[Start of section]

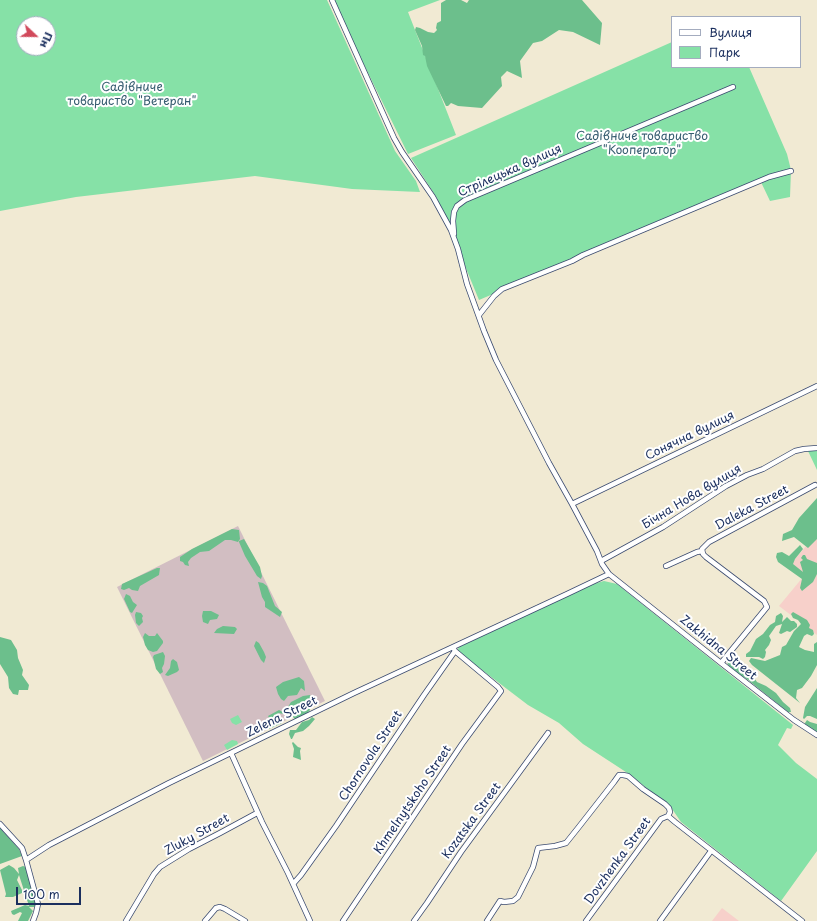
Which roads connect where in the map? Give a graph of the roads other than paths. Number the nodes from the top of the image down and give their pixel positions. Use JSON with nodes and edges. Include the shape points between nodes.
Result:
{"nodes":[{"id":1,"x":332,"y":0,"type":"edge"},
{"id":2,"x":733,"y":87,"type":"dead end"},
{"id":3,"x":791,"y":171,"type":"dead end"},
{"id":4,"x":454,"y":236,"type":"junction"},
{"id":5,"x":478,"y":315,"type":"junction"},
{"id":6,"x":817,"y":386,"type":"edge"},
{"id":7,"x":817,"y":448,"type":"edge"},
{"id":8,"x":815,"y":485,"type":"dead end"},
{"id":9,"x":572,"y":504,"type":"junction"},
{"id":10,"x":702,"y":551,"type":"junction"},
{"id":11,"x":601,"y":561,"type":"junction"},
{"id":12,"x":666,"y":566,"type":"dead end"},
{"id":13,"x":609,"y":574,"type":"junction"},
{"id":14,"x":454,"y":649,"type":"junction"},
{"id":15,"x":721,"y":663,"type":"junction"},
{"id":16,"x":548,"y":734,"type":"dead end"},
{"id":17,"x":817,"y":735,"type":"edge"},
{"id":18,"x":231,"y":753,"type":"junction"},
{"id":19,"x":257,"y":813,"type":"junction"},
{"id":20,"x":668,"y":816,"type":"junction"},
{"id":21,"x":0,"y":824,"type":"edge"},
{"id":22,"x":711,"y":850,"type":"junction"},
{"id":23,"x":26,"y":860,"type":"junction"},
{"id":24,"x":293,"y":884,"type":"junction"},
{"id":25,"x":33,"y":921,"type":"edge"},
{"id":26,"x":126,"y":921,"type":"edge"},
{"id":27,"x":205,"y":921,"type":"edge"},
{"id":28,"x":245,"y":921,"type":"edge"},
{"id":29,"x":310,"y":921,"type":"edge"},
{"id":30,"x":343,"y":921,"type":"edge"},
{"id":31,"x":414,"y":921,"type":"edge"},
{"id":32,"x":487,"y":921,"type":"edge"},
{"id":33,"x":586,"y":921,"type":"edge"},
{"id":34,"x":660,"y":921,"type":"edge"},
{"id":35,"x":802,"y":921,"type":"edge"}],
"edges":[{"from":1,"to":4,"type":"street","via":[[394,138],[433,197]]},
{"from":2,"to":4,"type":"street","name":"Стрілецька вулиця","via":[[465,200],[454,212]]},
{"from":3,"to":5,"type":"street","via":[[769,177],[502,289]]},
{"from":4,"to":5,"type":"street","name":"Zakhidna Street"},
{"from":5,"to":9,"type":"street","name":"Zakhidna Street","via":[[496,360]]},
{"from":6,"to":9,"type":"street","name":"Сонячна вулиця"},
{"from":7,"to":11,"type":"street","name":"Бічна Нова вулиця","via":[[795,451],[747,475],[663,527]]},
{"from":8,"to":10,"type":"street","name":"Daleka Street","via":[[710,542]]},
{"from":9,"to":11,"type":"street","name":"Zakhidna Street"},
{"from":10,"to":12,"type":"street","name":"Daleka Street"},
{"from":10,"to":15,"type":"street","via":[[706,557],[764,600],[767,607]]},
{"from":11,"to":13,"type":"street","name":"Zakhidna Street"},
{"from":13,"to":14,"type":"street","name":"Zelena Street"},
{"from":13,"to":15,"type":"street","name":"Zakhidna Street"},
{"from":14,"to":18,"type":"street","name":"Zelena Street","via":[[354,693]]},
{"from":14,"to":24,"type":"street","name":"Chornovola Street","via":[[336,826]]},
{"from":14,"to":30,"type":"street","name":"Khmelnytskoho Street","via":[[501,691],[462,744]]},
{"from":15,"to":17,"type":"street","name":"Zakhidna Street"},
{"from":16,"to":31,"type":"street","name":"Kozatska Street"},
{"from":18,"to":19,"type":"street"},
{"from":18,"to":23,"type":"street","name":"Zelena Street","via":[[169,782],[49,845]]},
{"from":19,"to":24,"type":"street"},
{"from":19,"to":26,"type":"street","name":"Zluky Street","via":[[160,867]]},
{"from":20,"to":22,"type":"street"},
{"from":20,"to":32,"type":"street","via":[[670,808],[628,776],[619,776],[566,843],[538,848],[533,867],[518,897],[500,901]]},
{"from":20,"to":33,"type":"street","name":"Dovzhenka Street","via":[[661,819]]},
{"from":21,"to":23,"type":"street","via":[[22,848]]},
{"from":22,"to":34,"type":"street"},
{"from":22,"to":35,"type":"street"},
{"from":23,"to":25,"type":"street","via":[[38,904]]},
{"from":24,"to":29,"type":"street"},
{"from":27,"to":28,"type":"street","via":[[220,907]]}]}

[End of section]

YOUR INSTRUCTIONS >> Copy out the data above to the letter, and keep every picture out of it.

ANSWER AREA >>
Which roads connect where in the map? Give a graph of the roads other than paths. Number the nodes from the top of the image down and give their pixel positions. Use JSON with nodes and edges. Include the shape points between nodes.
Result:
{"nodes":[{"id":1,"x":332,"y":0,"type":"edge"},
{"id":2,"x":733,"y":87,"type":"dead end"},
{"id":3,"x":791,"y":171,"type":"dead end"},
{"id":4,"x":454,"y":236,"type":"junction"},
{"id":5,"x":478,"y":315,"type":"junction"},
{"id":6,"x":817,"y":386,"type":"edge"},
{"id":7,"x":817,"y":448,"type":"edge"},
{"id":8,"x":815,"y":485,"type":"dead end"},
{"id":9,"x":572,"y":504,"type":"junction"},
{"id":10,"x":702,"y":551,"type":"junction"},
{"id":11,"x":601,"y":561,"type":"junction"},
{"id":12,"x":666,"y":566,"type":"dead end"},
{"id":13,"x":609,"y":574,"type":"junction"},
{"id":14,"x":454,"y":649,"type":"junction"},
{"id":15,"x":721,"y":663,"type":"junction"},
{"id":16,"x":548,"y":734,"type":"dead end"},
{"id":17,"x":817,"y":735,"type":"edge"},
{"id":18,"x":231,"y":753,"type":"junction"},
{"id":19,"x":257,"y":813,"type":"junction"},
{"id":20,"x":668,"y":816,"type":"junction"},
{"id":21,"x":0,"y":824,"type":"edge"},
{"id":22,"x":711,"y":850,"type":"junction"},
{"id":23,"x":26,"y":860,"type":"junction"},
{"id":24,"x":293,"y":884,"type":"junction"},
{"id":25,"x":33,"y":921,"type":"edge"},
{"id":26,"x":126,"y":921,"type":"edge"},
{"id":27,"x":205,"y":921,"type":"edge"},
{"id":28,"x":245,"y":921,"type":"edge"},
{"id":29,"x":310,"y":921,"type":"edge"},
{"id":30,"x":343,"y":921,"type":"edge"},
{"id":31,"x":414,"y":921,"type":"edge"},
{"id":32,"x":487,"y":921,"type":"edge"},
{"id":33,"x":586,"y":921,"type":"edge"},
{"id":34,"x":660,"y":921,"type":"edge"},
{"id":35,"x":802,"y":921,"type":"edge"}],
"edges":[{"from":1,"to":4,"type":"street","via":[[394,138],[433,197]]},
{"from":2,"to":4,"type":"street","name":"Стрілецька вулиця","via":[[465,200],[454,212]]},
{"from":3,"to":5,"type":"street","via":[[769,177],[502,289]]},
{"from":4,"to":5,"type":"street","name":"Zakhidna Street"},
{"from":5,"to":9,"type":"street","name":"Zakhidna Street","via":[[496,360]]},
{"from":6,"to":9,"type":"street","name":"Сонячна вулиця"},
{"from":7,"to":11,"type":"street","name":"Бічна Нова вулиця","via":[[795,451],[747,475],[663,527]]},
{"from":8,"to":10,"type":"street","name":"Daleka Street","via":[[710,542]]},
{"from":9,"to":11,"type":"street","name":"Zakhidna Street"},
{"from":10,"to":12,"type":"street","name":"Daleka Street"},
{"from":10,"to":15,"type":"street","via":[[706,557],[764,600],[767,607]]},
{"from":11,"to":13,"type":"street","name":"Zakhidna Street"},
{"from":13,"to":14,"type":"street","name":"Zelena Street"},
{"from":13,"to":15,"type":"street","name":"Zakhidna Street"},
{"from":14,"to":18,"type":"street","name":"Zelena Street","via":[[354,693]]},
{"from":14,"to":24,"type":"street","name":"Chornovola Street","via":[[336,826]]},
{"from":14,"to":30,"type":"street","name":"Khmelnytskoho Street","via":[[501,691],[462,744]]},
{"from":15,"to":17,"type":"street","name":"Zakhidna Street"},
{"from":16,"to":31,"type":"street","name":"Kozatska Street"},
{"from":18,"to":19,"type":"street"},
{"from":18,"to":23,"type":"street","name":"Zelena Street","via":[[169,782],[49,845]]},
{"from":19,"to":24,"type":"street"},
{"from":19,"to":26,"type":"street","name":"Zluky Street","via":[[160,867]]},
{"from":20,"to":22,"type":"street"},
{"from":20,"to":32,"type":"street","via":[[670,808],[628,776],[619,776],[566,843],[538,848],[533,867],[518,897],[500,901]]},
{"from":20,"to":33,"type":"street","name":"Dovzhenka Street","via":[[661,819]]},
{"from":21,"to":23,"type":"street","via":[[22,848]]},
{"from":22,"to":34,"type":"street"},
{"from":22,"to":35,"type":"street"},
{"from":23,"to":25,"type":"street","via":[[38,904]]},
{"from":24,"to":29,"type":"street"},
{"from":27,"to":28,"type":"street","via":[[220,907]]}]}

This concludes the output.